## Exercise description
Please write back every entry exactly, character for character.

## Records for the task
#####

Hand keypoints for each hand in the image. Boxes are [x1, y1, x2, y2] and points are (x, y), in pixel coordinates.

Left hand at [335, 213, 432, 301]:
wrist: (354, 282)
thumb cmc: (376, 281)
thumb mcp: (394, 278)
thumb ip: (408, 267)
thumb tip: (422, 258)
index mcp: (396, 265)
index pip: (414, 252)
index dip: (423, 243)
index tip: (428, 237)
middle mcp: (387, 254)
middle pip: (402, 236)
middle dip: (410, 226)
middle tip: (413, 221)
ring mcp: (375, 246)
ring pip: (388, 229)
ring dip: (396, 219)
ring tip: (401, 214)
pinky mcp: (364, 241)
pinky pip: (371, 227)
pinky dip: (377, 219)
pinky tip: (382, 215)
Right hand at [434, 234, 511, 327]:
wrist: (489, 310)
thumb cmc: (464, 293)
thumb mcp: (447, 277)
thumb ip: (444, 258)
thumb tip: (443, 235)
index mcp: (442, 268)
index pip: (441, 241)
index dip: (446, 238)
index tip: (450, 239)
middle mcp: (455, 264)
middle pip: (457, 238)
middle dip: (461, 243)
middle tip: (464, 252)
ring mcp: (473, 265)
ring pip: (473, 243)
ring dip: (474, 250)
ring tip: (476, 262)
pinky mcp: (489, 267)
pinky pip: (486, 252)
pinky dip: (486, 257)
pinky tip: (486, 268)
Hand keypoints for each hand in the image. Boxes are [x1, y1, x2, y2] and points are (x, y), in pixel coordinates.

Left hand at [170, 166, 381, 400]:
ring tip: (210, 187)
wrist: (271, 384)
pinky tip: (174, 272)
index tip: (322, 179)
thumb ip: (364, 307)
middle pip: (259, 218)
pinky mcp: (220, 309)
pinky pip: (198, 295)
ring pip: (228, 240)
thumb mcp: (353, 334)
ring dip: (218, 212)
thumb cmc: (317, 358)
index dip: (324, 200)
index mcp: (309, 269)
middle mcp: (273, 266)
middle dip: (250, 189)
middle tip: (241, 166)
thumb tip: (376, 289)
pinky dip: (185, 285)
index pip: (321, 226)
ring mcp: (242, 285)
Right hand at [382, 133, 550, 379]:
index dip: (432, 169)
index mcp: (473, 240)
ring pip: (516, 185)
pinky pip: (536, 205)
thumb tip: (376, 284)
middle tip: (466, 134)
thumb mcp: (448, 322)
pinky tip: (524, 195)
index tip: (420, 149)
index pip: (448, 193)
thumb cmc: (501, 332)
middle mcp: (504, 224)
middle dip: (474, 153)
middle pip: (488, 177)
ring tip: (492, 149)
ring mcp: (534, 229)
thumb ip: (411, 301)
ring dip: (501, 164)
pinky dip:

#####

## Solution
Hand keypoints for each hand in the image. Boxes are [x1, y1, x2, y2] and points are (x, y), in pixel coordinates.

Left hand at [335, 213, 432, 301]:
wrist: (354, 282)
thumb cmc: (376, 281)
thumb mcp: (394, 278)
thumb ip: (408, 267)
thumb tip: (422, 258)
index mcp: (396, 265)
index pip: (414, 252)
index dip: (423, 243)
index tip: (428, 237)
middle mcp: (387, 254)
middle pip: (402, 236)
middle dip: (410, 226)
middle tip: (413, 221)
ring mcp: (375, 246)
ring pip: (388, 229)
ring dip: (396, 219)
ring tip: (401, 214)
pinky mcp: (364, 241)
pinky pip: (371, 227)
pinky dip: (377, 219)
pinky tip: (382, 215)
Right hand at [434, 234, 511, 327]:
wrist: (489, 310)
thumb cmc: (464, 293)
thumb mcp: (447, 277)
thumb ip: (444, 258)
thumb tip: (443, 235)
index mcp: (442, 268)
index pip: (441, 241)
index dip: (446, 238)
index tip: (450, 239)
middle mcp: (455, 264)
middle pip: (457, 238)
middle dip: (461, 243)
middle tip: (464, 252)
ring mcp: (473, 265)
ring pip: (473, 243)
ring dip: (474, 250)
ring tip: (476, 262)
pinky mcp: (489, 267)
pinky pip: (486, 252)
pinky dip: (486, 257)
pinky tip: (486, 268)
Hand keypoints for each hand in the image. Boxes are [x1, y1, x2, y2] and points are (x, y), in pixel coordinates.

Left hand at [170, 166, 381, 400]:
ring tip: (210, 187)
wrist: (271, 384)
pinky tip: (174, 272)
index tip: (322, 179)
thumb ip: (364, 307)
middle pip: (259, 218)
pinky mcp: (220, 309)
pinky pip: (198, 295)
ring pip: (228, 240)
thumb mcp: (353, 334)
ring dip: (218, 212)
thumb cmc: (317, 358)
index dip: (324, 200)
index mcp: (309, 269)
middle mcp: (273, 266)
middle dip: (250, 189)
middle tip: (241, 166)
thumb tip: (376, 289)
pinky dip: (185, 285)
index pip: (321, 226)
ring mcp: (242, 285)
Right hand at [382, 133, 550, 379]:
index dip: (432, 169)
index mcp: (473, 240)
ring pip: (516, 185)
pinky pip: (536, 205)
thumb tip: (376, 284)
middle tip: (466, 134)
thumb mcp: (448, 322)
pinky tip: (524, 195)
index tip: (420, 149)
index pip: (448, 193)
thumb cmc: (501, 332)
middle mcp: (504, 224)
middle dip: (474, 153)
middle pip: (488, 177)
ring tip: (492, 149)
ring mcp: (534, 229)
thumb ip: (411, 301)
ring dip: (501, 164)
pinky dip:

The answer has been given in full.